So you have an Apple Vision Pro, or its little cousin the Oculus Quest and you want to use the spatial movie format. This is not a new format, it has been around since 2014, but Apple is the first to start using it prominently. Sure, there is whatever they put on Disney+, or the AppleTV+ app, but you already have a library of 3D movies and want to be able to watch those in the new format.
First, you will need a Mac. This uses the Apple libraries to encode into the spatial format, so until other tools like ffmpeg or HandBrake support the new format (if ever), you will need to use the Apple tools to do this. The other tools you will need are ffmpeg (including ffprobe), SpatialMediaKit, Spatial Tool, Subler, and MP4Box (ffmpeg at this point does not understand the tags this format uses, and will break the Spatial format if you use it to copy the stream).

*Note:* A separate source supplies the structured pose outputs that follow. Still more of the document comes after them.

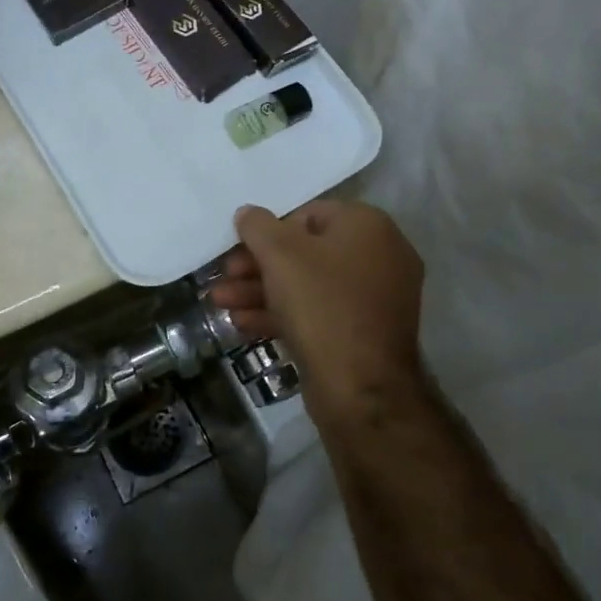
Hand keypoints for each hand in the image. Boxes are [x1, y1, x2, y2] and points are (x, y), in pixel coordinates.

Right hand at [209, 200, 425, 420]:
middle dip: (257, 266)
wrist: (361, 388)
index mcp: (368, 227)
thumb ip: (258, 226)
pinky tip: (242, 324)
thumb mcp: (280, 255)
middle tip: (224, 277)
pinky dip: (283, 314)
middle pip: (305, 253)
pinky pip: (319, 313)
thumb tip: (248, 213)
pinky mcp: (363, 334)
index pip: (309, 214)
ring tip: (220, 304)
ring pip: (308, 286)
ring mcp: (374, 299)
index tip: (238, 247)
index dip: (268, 230)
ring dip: (261, 292)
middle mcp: (379, 257)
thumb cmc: (321, 305)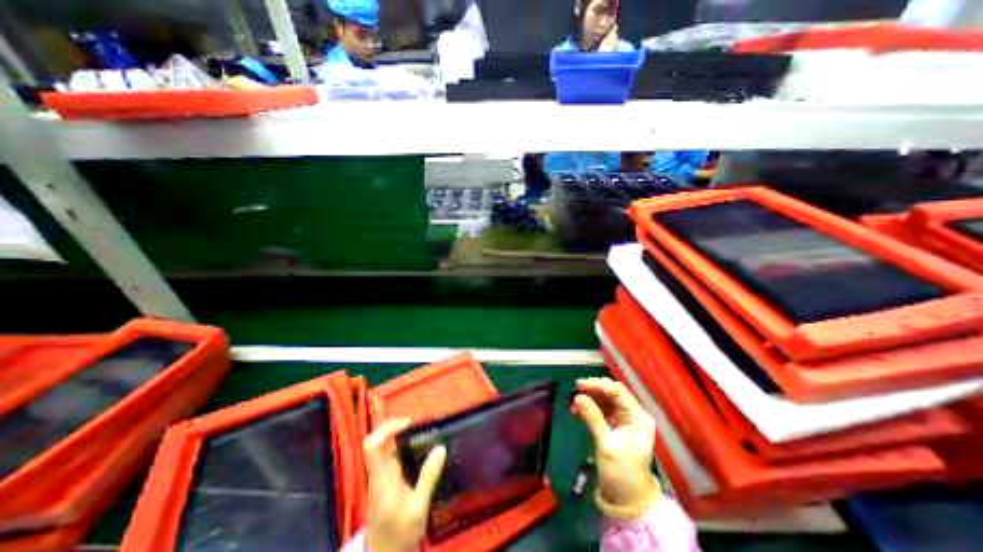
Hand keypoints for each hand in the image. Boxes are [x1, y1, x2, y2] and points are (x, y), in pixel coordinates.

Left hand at [365, 418, 448, 551]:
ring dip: (411, 440)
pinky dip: (413, 451)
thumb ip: (428, 478)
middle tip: (427, 426)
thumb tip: (441, 447)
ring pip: (394, 449)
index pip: (371, 446)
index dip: (386, 429)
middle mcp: (380, 472)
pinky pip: (401, 458)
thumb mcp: (417, 509)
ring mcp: (385, 476)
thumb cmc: (398, 535)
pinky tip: (429, 453)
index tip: (408, 423)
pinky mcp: (391, 481)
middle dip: (405, 429)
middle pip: (385, 442)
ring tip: (432, 436)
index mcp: (381, 478)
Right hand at [573, 378, 654, 506]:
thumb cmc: (621, 472)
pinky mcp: (614, 424)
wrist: (627, 498)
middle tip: (574, 390)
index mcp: (638, 416)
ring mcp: (623, 418)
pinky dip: (588, 407)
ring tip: (572, 402)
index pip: (618, 391)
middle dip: (592, 390)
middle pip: (611, 392)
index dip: (598, 385)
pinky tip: (576, 411)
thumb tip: (577, 396)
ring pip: (604, 399)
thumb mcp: (606, 444)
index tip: (579, 384)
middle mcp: (632, 413)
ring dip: (588, 398)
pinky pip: (600, 409)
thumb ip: (593, 417)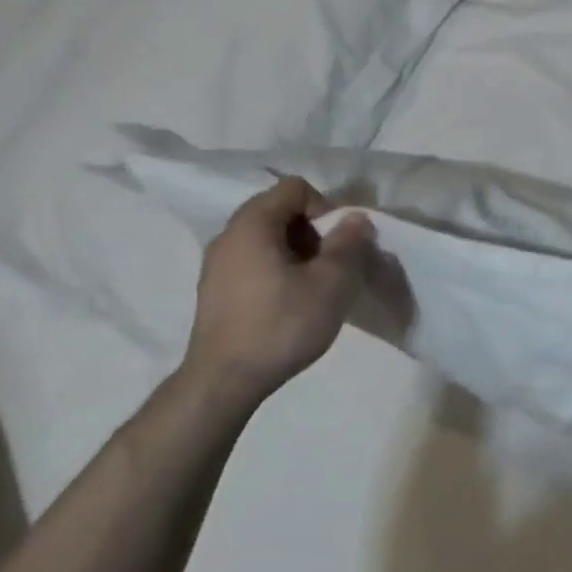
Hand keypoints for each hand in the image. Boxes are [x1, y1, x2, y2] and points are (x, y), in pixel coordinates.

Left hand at [182, 177, 374, 406]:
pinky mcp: (216, 290)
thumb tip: (356, 219)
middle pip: (280, 210)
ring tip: (314, 285)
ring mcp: (217, 264)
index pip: (294, 188)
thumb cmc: (281, 325)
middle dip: (313, 230)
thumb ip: (349, 243)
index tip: (337, 242)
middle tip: (330, 263)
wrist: (224, 383)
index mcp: (252, 225)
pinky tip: (290, 301)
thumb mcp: (331, 282)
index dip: (325, 206)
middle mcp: (228, 236)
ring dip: (298, 250)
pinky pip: (254, 260)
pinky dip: (278, 268)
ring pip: (267, 237)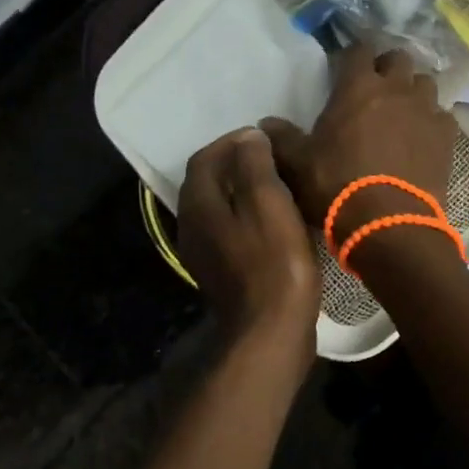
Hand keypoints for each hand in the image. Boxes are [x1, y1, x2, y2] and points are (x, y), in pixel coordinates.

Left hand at [178, 128, 320, 371]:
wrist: (270, 332)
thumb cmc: (274, 263)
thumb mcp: (268, 203)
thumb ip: (255, 165)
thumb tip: (249, 137)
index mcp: (198, 205)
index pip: (204, 158)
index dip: (231, 141)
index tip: (263, 136)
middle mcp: (191, 227)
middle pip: (207, 182)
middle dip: (235, 164)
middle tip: (271, 157)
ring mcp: (203, 254)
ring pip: (218, 208)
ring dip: (241, 190)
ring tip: (276, 184)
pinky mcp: (221, 273)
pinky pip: (228, 230)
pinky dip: (246, 215)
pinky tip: (273, 221)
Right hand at [261, 44, 458, 251]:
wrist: (388, 224)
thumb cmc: (337, 186)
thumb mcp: (298, 164)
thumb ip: (281, 138)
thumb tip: (265, 124)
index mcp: (358, 87)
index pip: (358, 49)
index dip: (351, 56)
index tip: (344, 69)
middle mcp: (396, 89)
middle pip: (399, 58)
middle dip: (387, 67)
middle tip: (375, 87)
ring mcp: (426, 111)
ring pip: (425, 83)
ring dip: (412, 91)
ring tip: (402, 111)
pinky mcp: (447, 137)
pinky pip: (442, 117)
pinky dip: (431, 122)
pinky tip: (422, 138)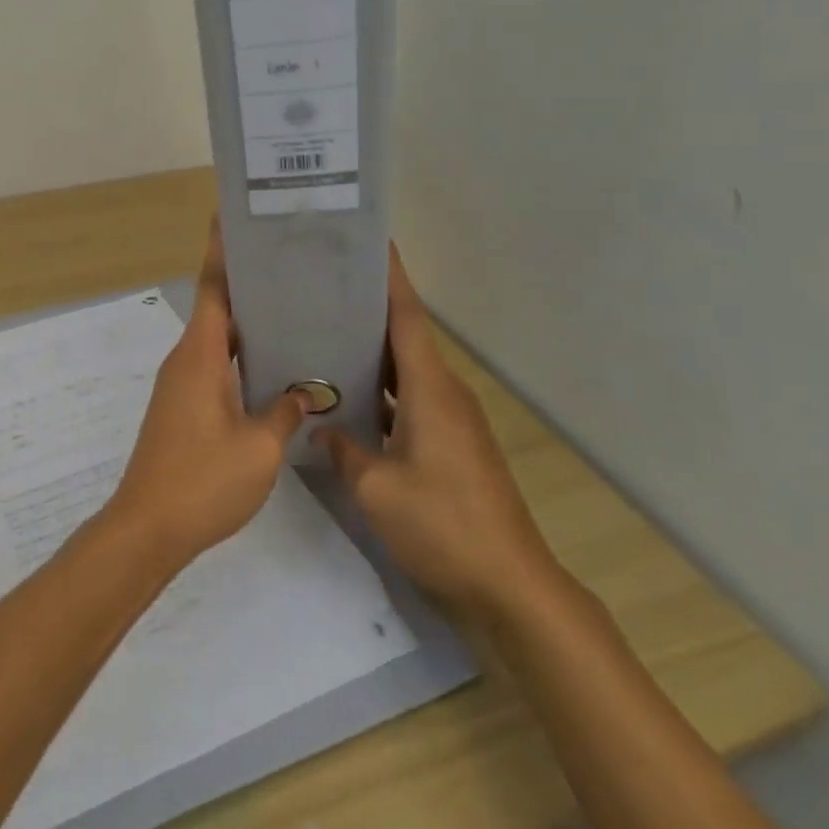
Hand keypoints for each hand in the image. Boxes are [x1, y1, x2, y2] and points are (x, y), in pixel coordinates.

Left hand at [105, 217, 306, 568]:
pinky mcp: (183, 407)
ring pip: (217, 339)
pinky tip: (272, 367)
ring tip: (291, 308)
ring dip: (246, 323)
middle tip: (289, 264)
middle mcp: (186, 359)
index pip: (211, 287)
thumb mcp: (259, 447)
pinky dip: (240, 355)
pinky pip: (214, 365)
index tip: (233, 217)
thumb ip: (284, 411)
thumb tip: (304, 390)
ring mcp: (181, 384)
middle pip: (216, 307)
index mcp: (199, 355)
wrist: (148, 529)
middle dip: (247, 283)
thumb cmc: (202, 481)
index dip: (221, 251)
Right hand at [315, 246, 561, 627]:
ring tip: (326, 333)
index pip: (407, 316)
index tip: (371, 241)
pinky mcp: (450, 446)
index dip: (390, 277)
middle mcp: (444, 393)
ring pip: (405, 371)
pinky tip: (349, 399)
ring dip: (372, 352)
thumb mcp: (376, 489)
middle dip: (368, 308)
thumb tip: (319, 426)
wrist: (509, 587)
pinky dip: (381, 391)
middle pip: (404, 336)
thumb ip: (342, 449)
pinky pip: (409, 400)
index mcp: (430, 388)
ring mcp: (450, 421)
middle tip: (323, 287)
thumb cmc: (443, 525)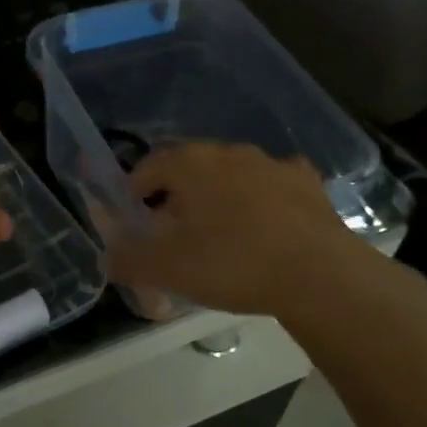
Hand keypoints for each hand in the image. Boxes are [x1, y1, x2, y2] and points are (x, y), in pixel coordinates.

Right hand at [107, 143, 422, 325]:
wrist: (318, 274)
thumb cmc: (231, 262)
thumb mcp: (167, 269)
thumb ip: (129, 260)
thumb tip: (107, 257)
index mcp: (190, 163)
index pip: (149, 166)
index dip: (135, 191)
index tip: (134, 217)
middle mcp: (229, 152)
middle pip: (190, 168)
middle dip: (176, 195)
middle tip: (172, 232)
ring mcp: (273, 164)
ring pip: (231, 176)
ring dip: (218, 197)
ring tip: (218, 235)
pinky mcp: (308, 184)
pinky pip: (271, 187)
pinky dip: (260, 202)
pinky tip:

These videos play as spatial from the Files app if you run them from there, though there does not seem to be any indication they are spatial other than they play in 3D. This means if you are using the Simulator, there is no easy way to know if it is working or not.
They do not seem to work if loaded into the Photos app. This is likely to them being in an mp4 container rather than a mov container, and missing the tags/metadata to tell Photos that it is spatial. I will update it if I can find the specific metadata to make it seen by the Photos app.
Create Left and Right Eye Streams
The first thing you will need to do is get your video into two streams; the left and the right eye. This sounds simple, but there are a myriad of formats 3D content can be stored in. If you have a library of 3D Blu-rays, you can extract and convert them into a usable format. You can adapt some of those steps to feed it directly into the spatial format.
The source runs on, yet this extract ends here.